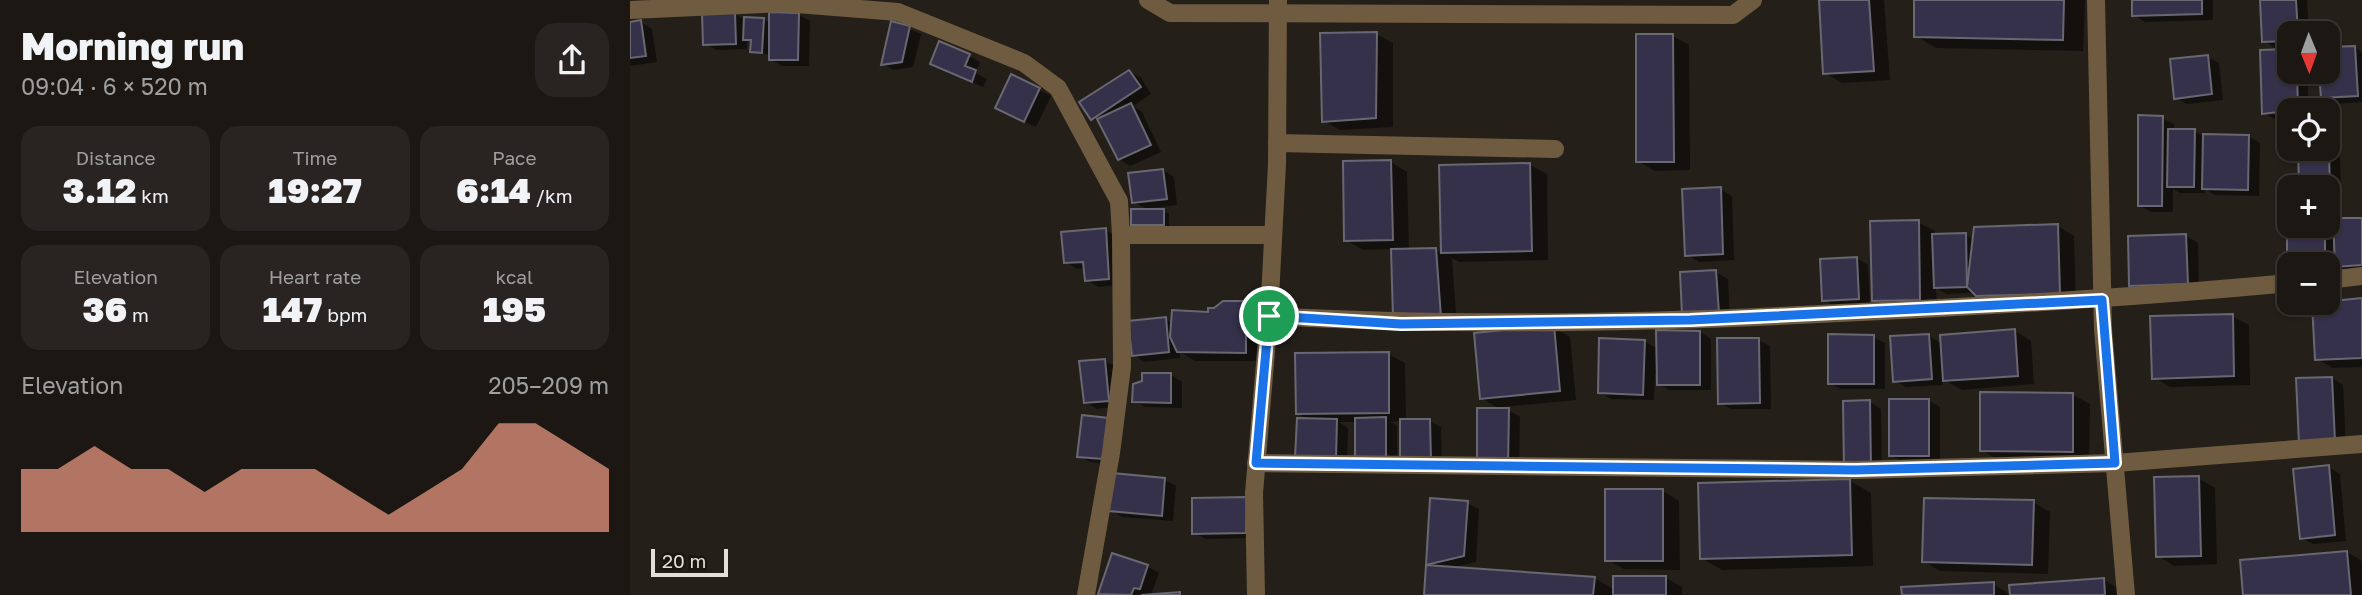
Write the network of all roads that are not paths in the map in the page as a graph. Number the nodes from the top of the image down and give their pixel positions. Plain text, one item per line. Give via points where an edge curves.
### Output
1 (1148, 0) edge
2 (1753, 0) edge
3 (2096, 0) edge
4 (898, 6) edge
5 (1278, 6) edge
6 (630, 10) edge
7 (1277, 143) junction
8 (1555, 149) dead end
9 (1121, 235) junction
10 (1273, 235) junction
11 (2362, 276) edge
12 (2340, 278) edge
13 (2277, 284) edge
14 (2102, 300) junction
15 (1269, 316) junction
16 (2362, 444) edge
17 (1256, 463) junction
18 (2115, 463) junction
19 (1086, 595) edge
20 (1256, 595) edge
21 (2126, 595) edge

1 - 5 street via 1170,13
2 - 5 street via 1733,15
3 - 14 street
4 - 6 street via 784,3
4 - 9 street via 1024,63 1058,88 1119,201
5 - 7 street
7 - 8 street
7 - 10 street
9 - 10 street
9 - 19 street via 1122,367
10 - 15 street
11 - 12 street
13 - 14 street
14 - 15 street via 1690,320 1401,324
14 - 18 street
15 - 17 street
16 - 18 street
17 - 18 street via 1855,470
17 - 20 street
18 - 21 street

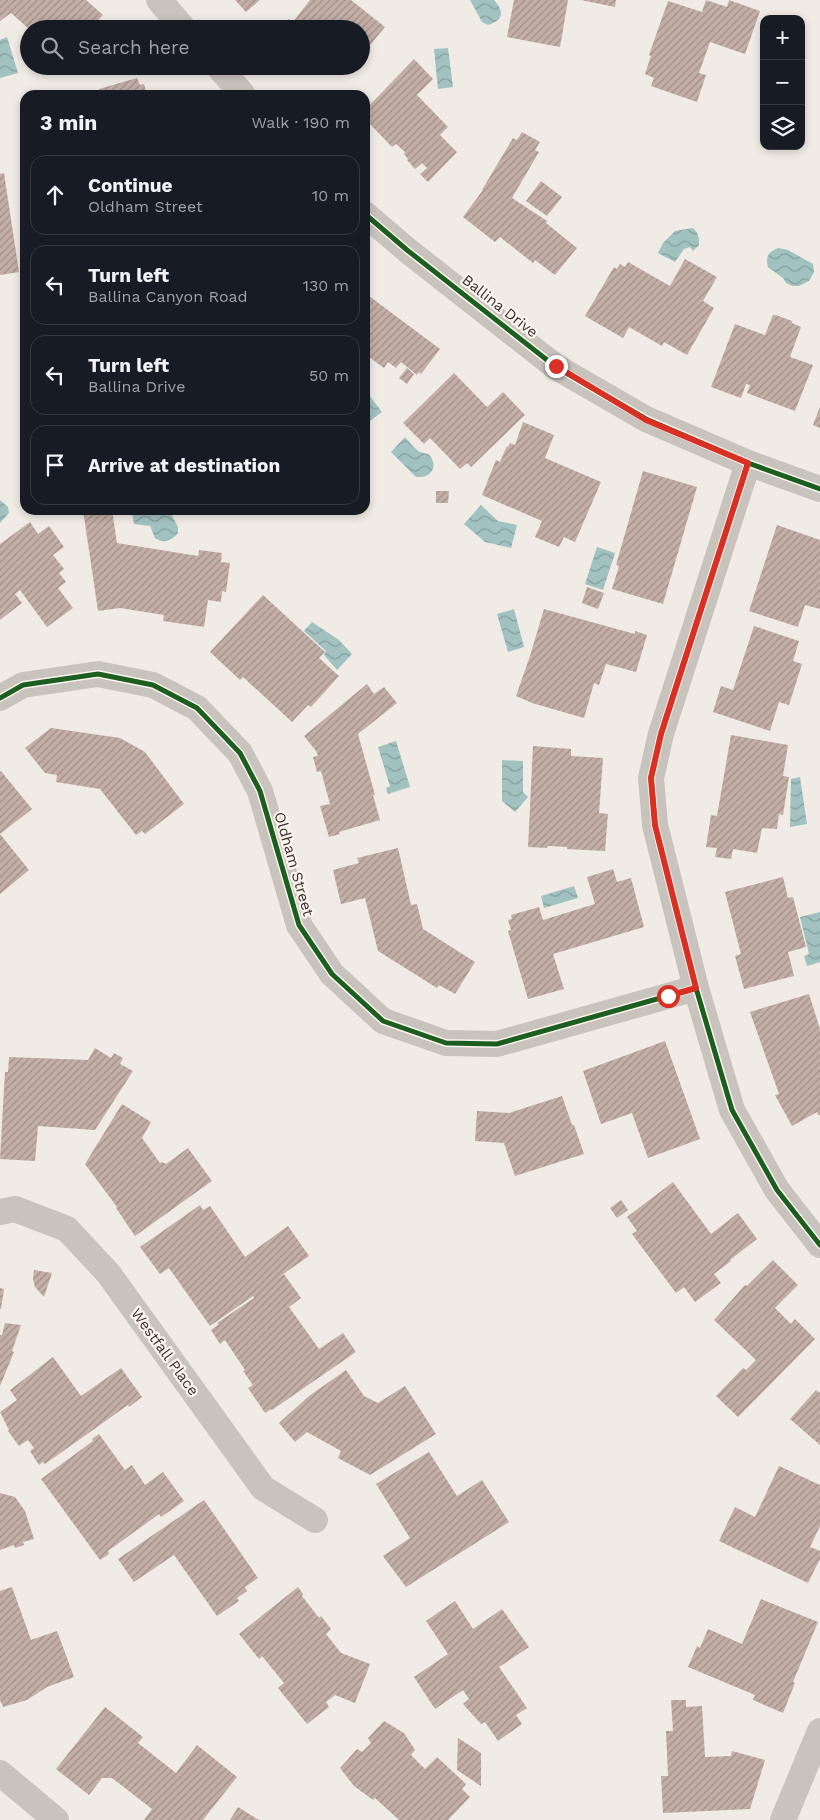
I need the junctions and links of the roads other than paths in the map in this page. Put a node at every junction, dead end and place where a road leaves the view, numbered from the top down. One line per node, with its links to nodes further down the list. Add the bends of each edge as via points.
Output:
1 (159, 0): 2 (street)
2 (176, 20)
3 (226, 75): 4 (street)
4 (239, 90)
5 (370, 218): 6 (street, Ballina Drive, via 556,366 646,420)
6 (748, 463): 7 (street, Ballina Drive); 9 (street, via 661,734 651,778 655,825)
7 (820, 489)
8 (0, 698): 9 (street, Oldham Street, via 23,685 98,674 153,685 197,708 240,753 260,792 298,925 332,974 383,1021 446,1044 497,1044)
9 (696, 988): 11 (street, via 732,1110 777,1190)
10 (0, 1212): 12 (street, Westfall Place, via 15,1209 67,1229 108,1273 264,1488)
11 (820, 1245)
12 (315, 1520)
13 (820, 1731): 16 (street)
14 (0, 1773): 15 (street)
15 (56, 1820)
16 (783, 1820)

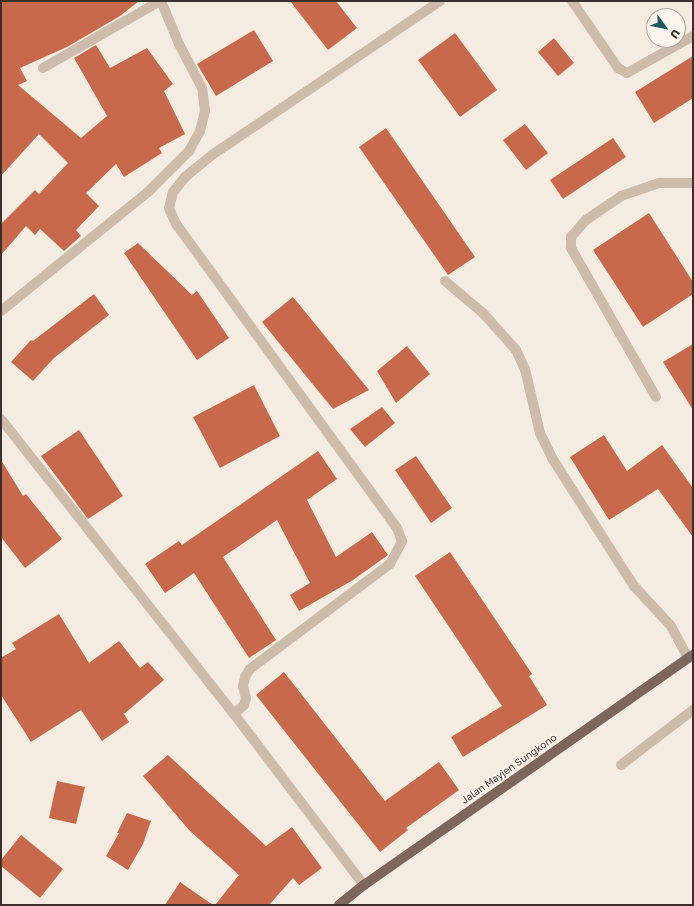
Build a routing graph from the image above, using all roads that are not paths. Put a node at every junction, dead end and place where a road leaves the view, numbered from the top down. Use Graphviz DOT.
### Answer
graph roads {
  1 [pos="161,1"];
  2 [pos="440,1"];
  3 [pos="572,1"];
  4 [pos="693,36"];
  5 [pos="43,68"];
  6 [pos="693,182"];
  7 [pos="445,281"];
  8 [pos="1,311"];
  9 [pos="656,397"];
  10 [pos="1,419"];
  11 [pos="691,656"];
  12 [pos="693,710"];
  13 [pos="234,714"];
  14 [pos="621,765"];
  15 [pos="364,885"];
  16 [pos="339,905"];
  1 -- 5 [label="street"];
  1 -- 8 [label="street"];
  2 -- 13 [label="street"];
  3 -- 4 [label="street"];
  6 -- 9 [label="street"];
  7 -- 11 [label="street"];
  10 -- 13 [label="street"];
  11 -- 15 [label="main road, Jalan Mayjen Sungkono"];
  12 -- 14 [label="street"];
  13 -- 15 [label="street"];
  15 -- 16 [label="main road, Jalan Mayjen Sungkono"];
}
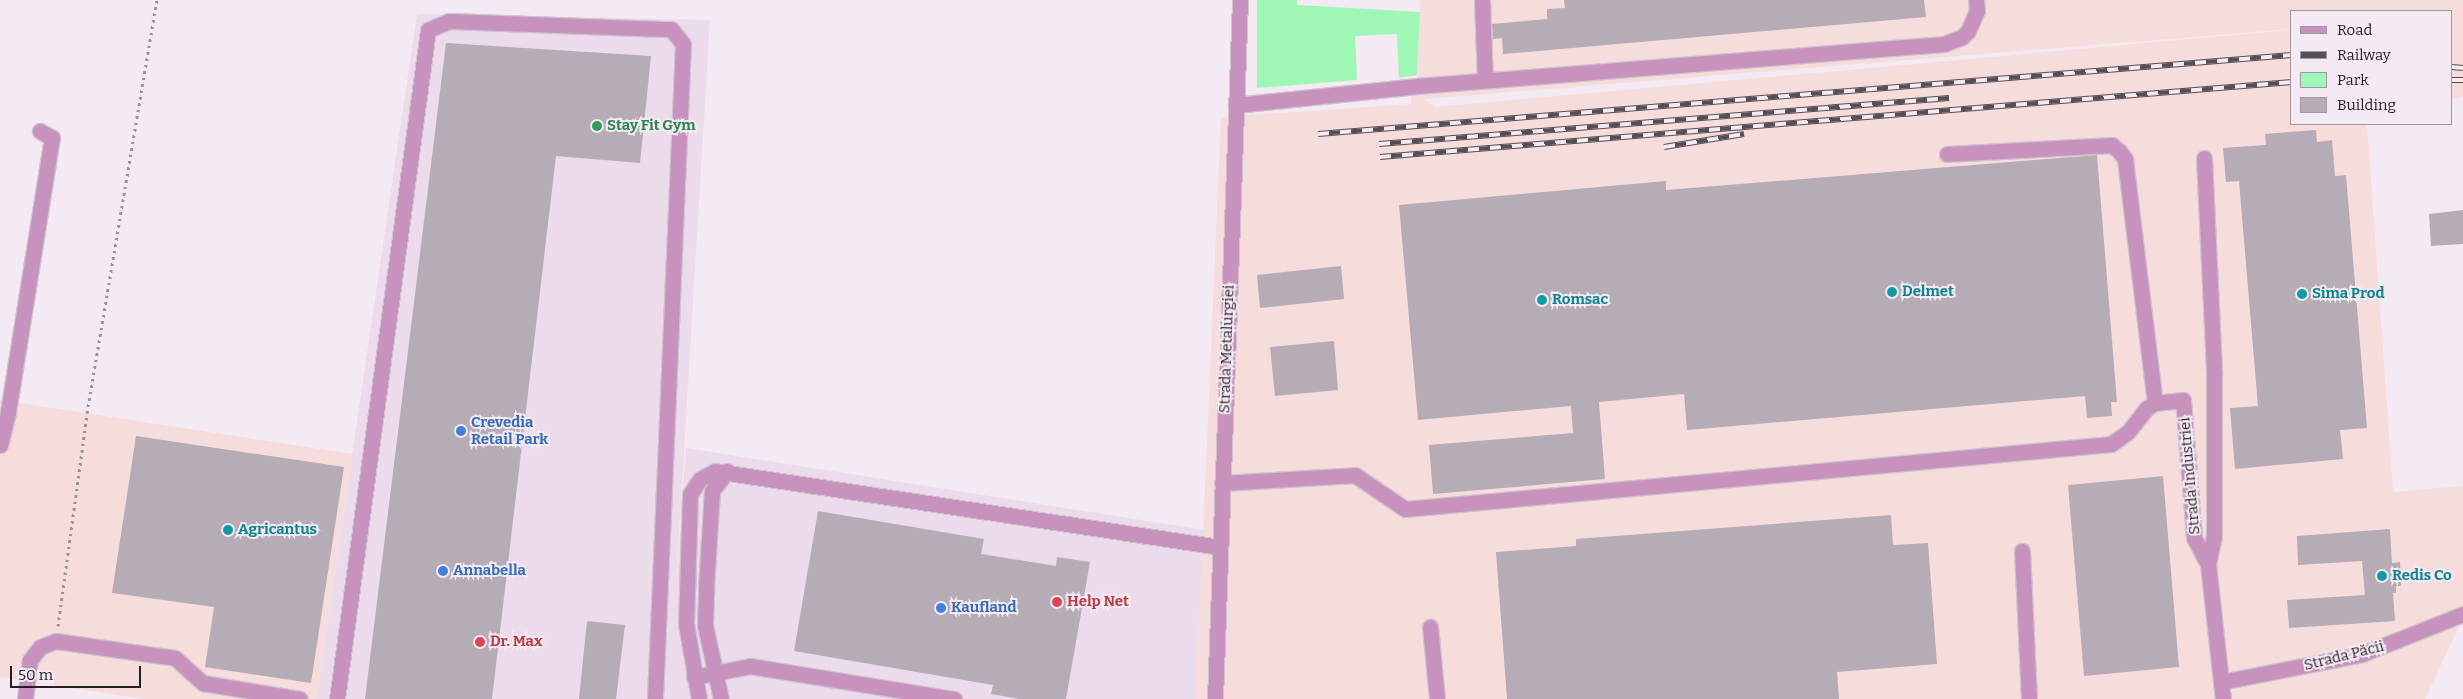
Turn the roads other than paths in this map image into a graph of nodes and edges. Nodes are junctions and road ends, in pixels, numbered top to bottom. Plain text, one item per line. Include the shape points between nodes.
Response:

* * * *

● Task details:
Could you reproduce the listing above exactly and drop every picture?

● Solved problem:
Write the network of all roads that are not paths in the map in the page as a graph. Number the nodes from the top of the image down and give their pixel positions. Plain text, one item per line. Give via points where an edge curves.
### Output
1 (1148, 0) edge
2 (1753, 0) edge
3 (2096, 0) edge
4 (898, 6) edge
5 (1278, 6) edge
6 (630, 10) edge
7 (1277, 143) junction
8 (1555, 149) dead end
9 (1121, 235) junction
10 (1273, 235) junction
11 (2362, 276) edge
12 (2340, 278) edge
13 (2277, 284) edge
14 (2102, 300) junction
15 (1269, 316) junction
16 (2362, 444) edge
17 (1256, 463) junction
18 (2115, 463) junction
19 (1086, 595) edge
20 (1256, 595) edge
21 (2126, 595) edge

1 - 5 street via 1170,13
2 - 5 street via 1733,15
3 - 14 street
4 - 6 street via 784,3
4 - 9 street via 1024,63 1058,88 1119,201
5 - 7 street
7 - 8 street
7 - 10 street
9 - 10 street
9 - 19 street via 1122,367
10 - 15 street
11 - 12 street
13 - 14 street
14 - 15 street via 1690,320 1401,324
14 - 18 street
15 - 17 street
16 - 18 street
17 - 18 street via 1855,470
17 - 20 street
18 - 21 street

I need the junctions and links of the roads other than paths in the map in this page. Put a node at every junction, dead end and place where a road leaves the view, numbered from the top down. One line per node, with its links to nodes further down the list. Add the bends of each edge as via points.
Output:
1 (159, 0): 2 (street)
2 (176, 20)
3 (226, 75): 4 (street)
4 (239, 90)
5 (370, 218): 6 (street, Ballina Drive, via 556,366 646,420)
6 (748, 463): 7 (street, Ballina Drive); 9 (street, via 661,734 651,778 655,825)
7 (820, 489)
8 (0, 698): 9 (street, Oldham Street, via 23,685 98,674 153,685 197,708 240,753 260,792 298,925 332,974 383,1021 446,1044 497,1044)
9 (696, 988): 11 (street, via 732,1110 777,1190)
10 (0, 1212): 12 (street, Westfall Place, via 15,1209 67,1229 108,1273 264,1488)
11 (820, 1245)
12 (315, 1520)
13 (820, 1731): 16 (street)
14 (0, 1773): 15 (street)
15 (56, 1820)
16 (783, 1820)

Build a routing graph from the image above, using all roads that are not paths. Put a node at every junction, dead end and place where a road leaves the view, numbered from the top down. Use Graphviz DOT.
### Answer
graph roads {
  1 [pos="161,1"];
  2 [pos="440,1"];
  3 [pos="572,1"];
  4 [pos="693,36"];
  5 [pos="43,68"];
  6 [pos="693,182"];
  7 [pos="445,281"];
  8 [pos="1,311"];
  9 [pos="656,397"];
  10 [pos="1,419"];
  11 [pos="691,656"];
  12 [pos="693,710"];
  13 [pos="234,714"];
  14 [pos="621,765"];
  15 [pos="364,885"];
  16 [pos="339,905"];
  1 -- 5 [label="street"];
  1 -- 8 [label="street"];
  2 -- 13 [label="street"];
  3 -- 4 [label="street"];
  6 -- 9 [label="street"];
  7 -- 11 [label="street"];
  10 -- 13 [label="street"];
  11 -- 15 [label="main road, Jalan Mayjen Sungkono"];
  12 -- 14 [label="street"];
  13 -- 15 [label="street"];
  15 -- 16 [label="main road, Jalan Mayjen Sungkono"];
}
Turn the roads other than paths in this map image into a graph of nodes and edges. Nodes are junctions and road ends, in pixels, numbered top to bottom. Plain text, one item per line. Include the shape points between nodes.
Response:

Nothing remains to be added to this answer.